- _What to work on_: Lines containing the word "Alley" are to be copied from the data below.

- _Dataset extract_:
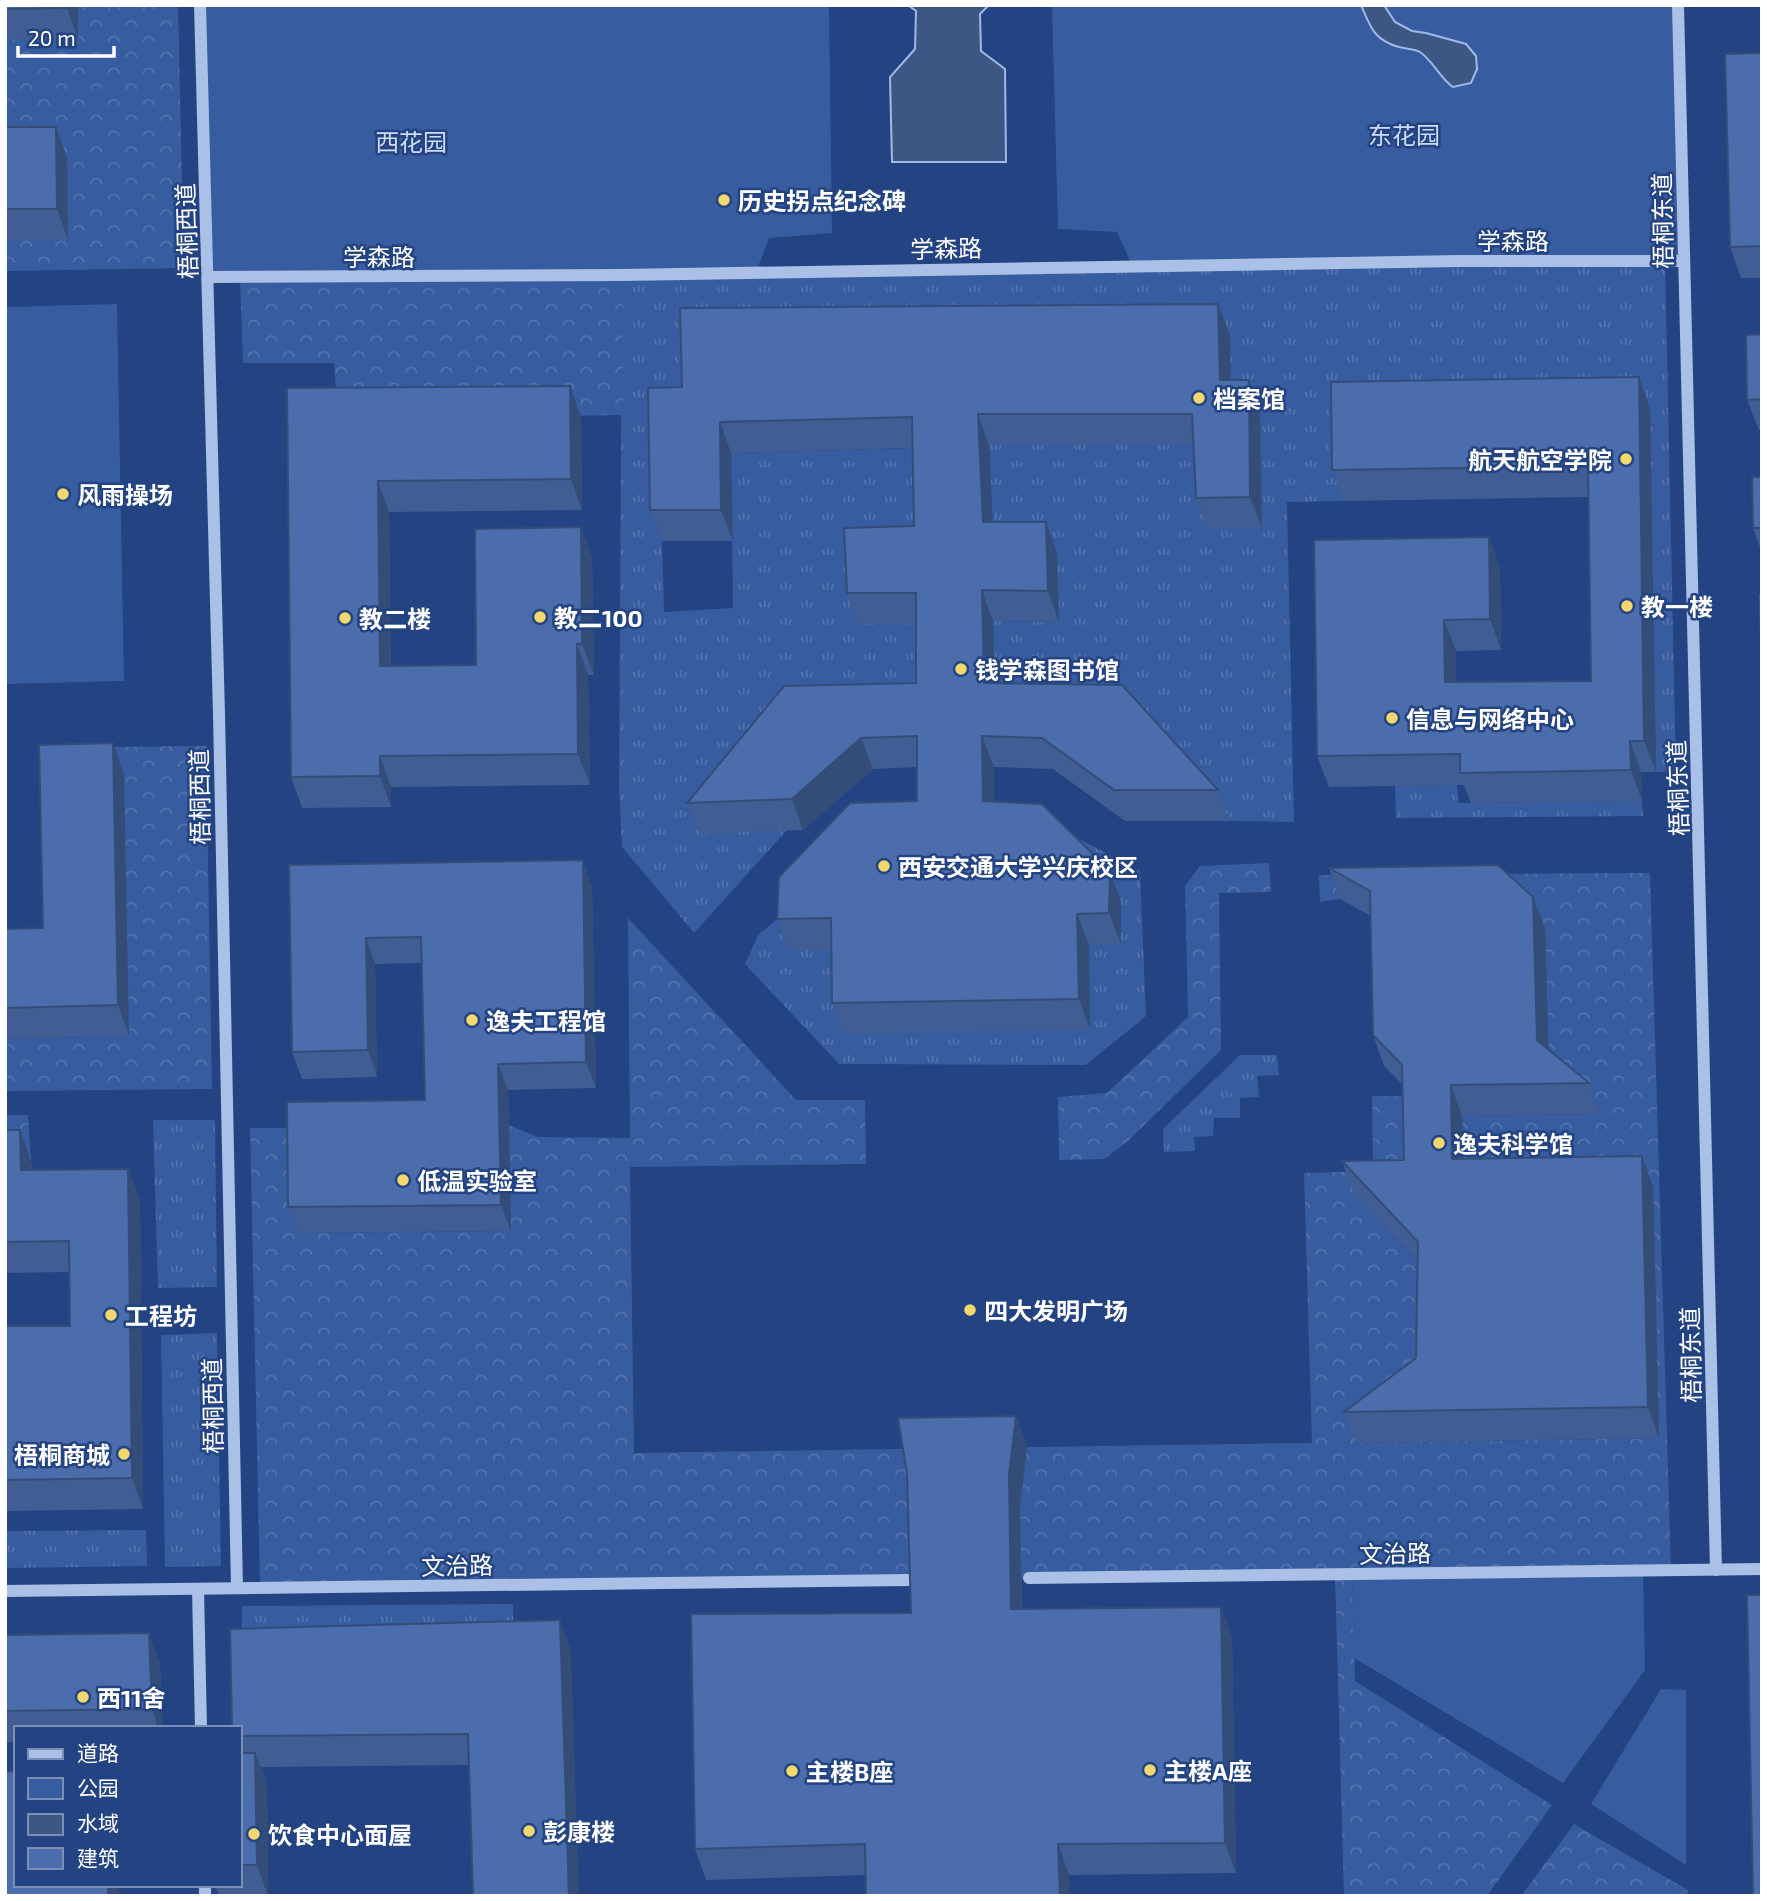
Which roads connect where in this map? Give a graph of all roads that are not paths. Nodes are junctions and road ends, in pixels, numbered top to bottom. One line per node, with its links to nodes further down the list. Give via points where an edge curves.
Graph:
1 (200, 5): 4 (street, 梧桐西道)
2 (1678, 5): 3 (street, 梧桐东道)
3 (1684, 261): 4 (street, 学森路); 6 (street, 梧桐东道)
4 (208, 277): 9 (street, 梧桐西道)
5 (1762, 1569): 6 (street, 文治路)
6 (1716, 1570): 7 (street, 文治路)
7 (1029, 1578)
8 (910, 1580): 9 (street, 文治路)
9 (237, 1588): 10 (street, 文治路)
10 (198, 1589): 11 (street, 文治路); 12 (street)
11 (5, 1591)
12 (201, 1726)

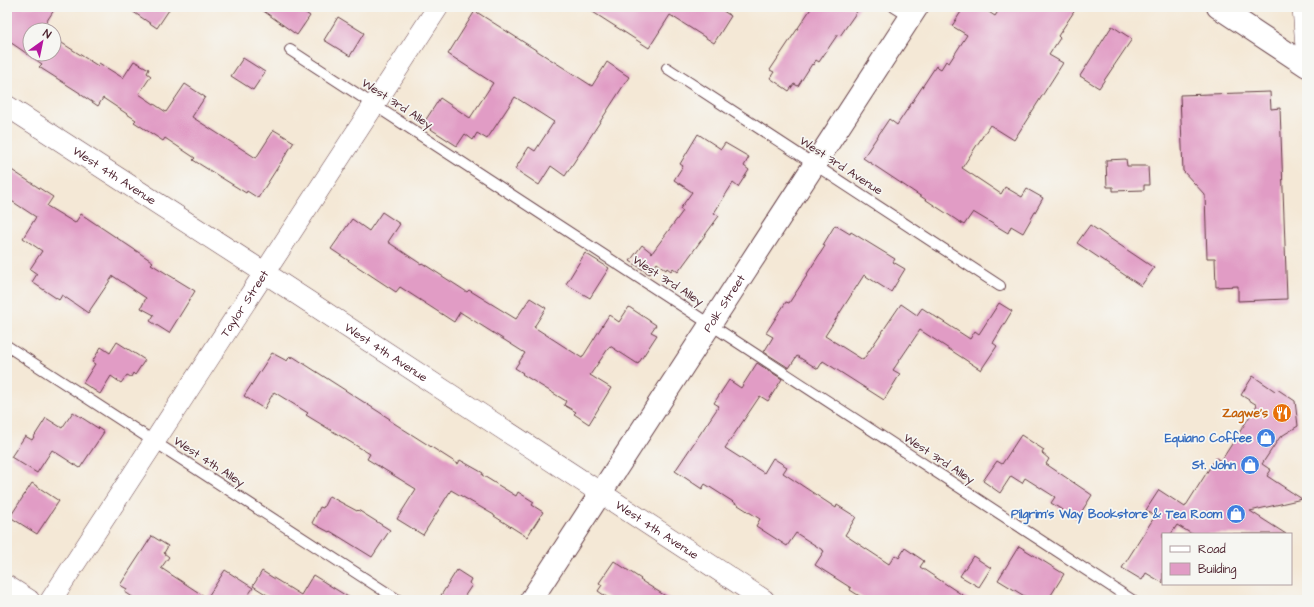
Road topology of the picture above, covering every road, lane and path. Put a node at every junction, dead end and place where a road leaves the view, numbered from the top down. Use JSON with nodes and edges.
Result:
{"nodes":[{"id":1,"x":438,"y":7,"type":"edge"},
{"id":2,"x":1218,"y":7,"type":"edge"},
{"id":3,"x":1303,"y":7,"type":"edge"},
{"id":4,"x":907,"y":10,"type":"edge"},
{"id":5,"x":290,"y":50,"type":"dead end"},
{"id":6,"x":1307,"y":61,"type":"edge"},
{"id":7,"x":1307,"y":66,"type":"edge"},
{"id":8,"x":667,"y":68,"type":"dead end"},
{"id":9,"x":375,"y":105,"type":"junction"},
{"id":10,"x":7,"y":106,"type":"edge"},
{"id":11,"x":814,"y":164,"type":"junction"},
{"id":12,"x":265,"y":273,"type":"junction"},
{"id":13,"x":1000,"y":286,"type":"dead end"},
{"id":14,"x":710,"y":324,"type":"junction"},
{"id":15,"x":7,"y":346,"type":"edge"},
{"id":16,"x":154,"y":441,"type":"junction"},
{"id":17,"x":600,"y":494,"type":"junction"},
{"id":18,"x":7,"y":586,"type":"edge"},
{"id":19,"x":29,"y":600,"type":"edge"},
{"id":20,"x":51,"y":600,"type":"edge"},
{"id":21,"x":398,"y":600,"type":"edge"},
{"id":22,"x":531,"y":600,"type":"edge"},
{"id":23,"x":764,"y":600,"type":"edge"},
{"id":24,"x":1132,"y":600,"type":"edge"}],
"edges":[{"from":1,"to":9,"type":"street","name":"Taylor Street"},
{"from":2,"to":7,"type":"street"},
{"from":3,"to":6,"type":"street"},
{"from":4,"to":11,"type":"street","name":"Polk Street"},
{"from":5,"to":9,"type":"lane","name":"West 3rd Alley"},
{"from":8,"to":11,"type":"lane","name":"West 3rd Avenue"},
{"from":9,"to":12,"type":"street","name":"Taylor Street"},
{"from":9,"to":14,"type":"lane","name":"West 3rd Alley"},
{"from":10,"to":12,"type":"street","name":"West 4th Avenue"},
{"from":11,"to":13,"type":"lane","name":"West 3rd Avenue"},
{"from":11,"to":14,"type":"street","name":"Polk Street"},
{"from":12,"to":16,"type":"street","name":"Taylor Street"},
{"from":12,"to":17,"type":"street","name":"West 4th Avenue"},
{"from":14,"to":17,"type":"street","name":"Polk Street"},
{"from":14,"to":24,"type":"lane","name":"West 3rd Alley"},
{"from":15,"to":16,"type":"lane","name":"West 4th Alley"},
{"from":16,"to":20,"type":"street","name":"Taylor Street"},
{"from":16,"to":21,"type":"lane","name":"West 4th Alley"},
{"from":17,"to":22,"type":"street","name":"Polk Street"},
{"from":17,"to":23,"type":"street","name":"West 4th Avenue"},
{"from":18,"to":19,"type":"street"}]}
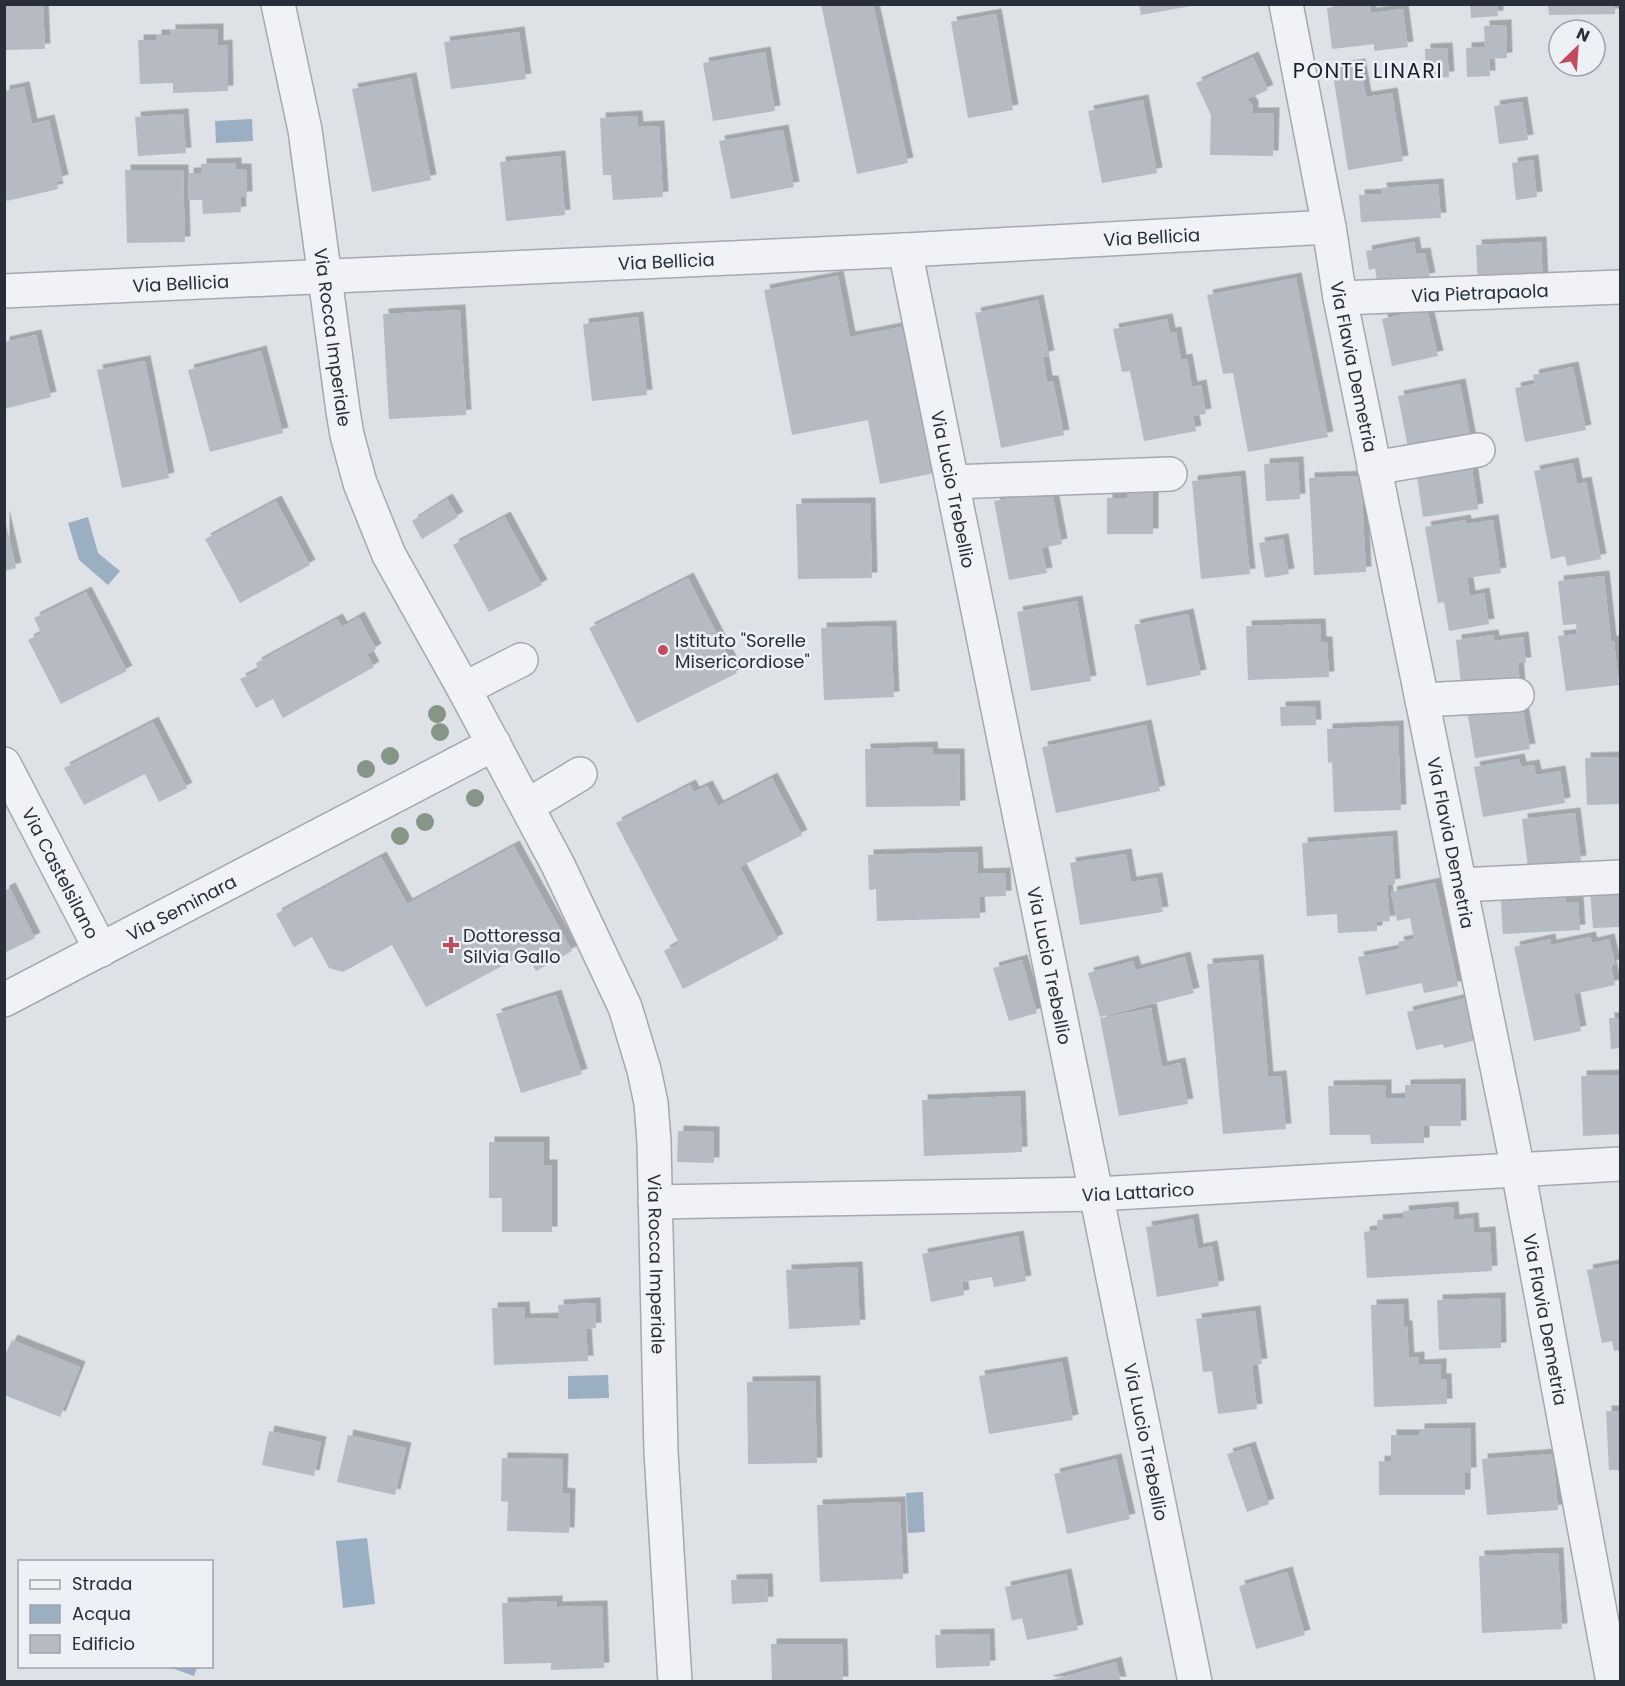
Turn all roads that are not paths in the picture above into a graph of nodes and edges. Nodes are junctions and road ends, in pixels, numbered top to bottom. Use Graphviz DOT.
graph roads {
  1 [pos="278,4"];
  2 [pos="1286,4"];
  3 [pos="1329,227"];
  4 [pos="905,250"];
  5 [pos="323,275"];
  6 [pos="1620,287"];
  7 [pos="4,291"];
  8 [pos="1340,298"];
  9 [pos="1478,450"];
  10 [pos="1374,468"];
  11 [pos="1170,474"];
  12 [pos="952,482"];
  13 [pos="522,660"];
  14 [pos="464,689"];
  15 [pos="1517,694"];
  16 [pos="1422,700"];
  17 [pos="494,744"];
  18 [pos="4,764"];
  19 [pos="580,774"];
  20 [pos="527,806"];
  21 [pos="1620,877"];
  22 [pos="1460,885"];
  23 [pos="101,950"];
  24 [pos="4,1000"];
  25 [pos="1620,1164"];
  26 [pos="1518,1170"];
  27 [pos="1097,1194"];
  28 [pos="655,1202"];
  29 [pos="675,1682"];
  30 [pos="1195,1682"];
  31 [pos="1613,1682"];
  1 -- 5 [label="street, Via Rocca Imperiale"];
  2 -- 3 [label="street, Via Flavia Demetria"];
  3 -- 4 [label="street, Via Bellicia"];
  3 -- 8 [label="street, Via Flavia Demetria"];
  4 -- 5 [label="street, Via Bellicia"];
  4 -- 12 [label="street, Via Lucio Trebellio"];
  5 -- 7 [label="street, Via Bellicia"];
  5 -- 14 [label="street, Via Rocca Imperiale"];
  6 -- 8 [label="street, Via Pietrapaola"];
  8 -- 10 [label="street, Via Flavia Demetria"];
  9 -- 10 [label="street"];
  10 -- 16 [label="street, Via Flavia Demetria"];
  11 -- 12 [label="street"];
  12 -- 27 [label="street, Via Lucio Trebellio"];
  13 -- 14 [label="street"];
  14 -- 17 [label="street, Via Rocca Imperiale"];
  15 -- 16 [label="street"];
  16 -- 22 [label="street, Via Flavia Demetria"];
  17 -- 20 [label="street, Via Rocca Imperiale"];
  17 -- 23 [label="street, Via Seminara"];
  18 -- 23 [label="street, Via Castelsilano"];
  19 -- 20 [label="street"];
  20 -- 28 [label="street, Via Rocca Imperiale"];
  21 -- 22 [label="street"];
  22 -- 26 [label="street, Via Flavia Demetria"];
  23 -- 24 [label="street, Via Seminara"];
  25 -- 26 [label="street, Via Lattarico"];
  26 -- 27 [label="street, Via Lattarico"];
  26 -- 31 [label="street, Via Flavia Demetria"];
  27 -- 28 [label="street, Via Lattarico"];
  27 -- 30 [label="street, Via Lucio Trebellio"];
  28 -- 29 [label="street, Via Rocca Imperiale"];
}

- _Expected answer_:
{"from":5,"to":9,"type":"lane","name":"West 3rd Alley"},
{"from":9,"to":14,"type":"lane","name":"West 3rd Alley"},
{"from":14,"to":24,"type":"lane","name":"West 3rd Alley"},
{"from":15,"to":16,"type":"lane","name":"West 4th Alley"},
{"from":16,"to":21,"type":"lane","name":"West 4th Alley"},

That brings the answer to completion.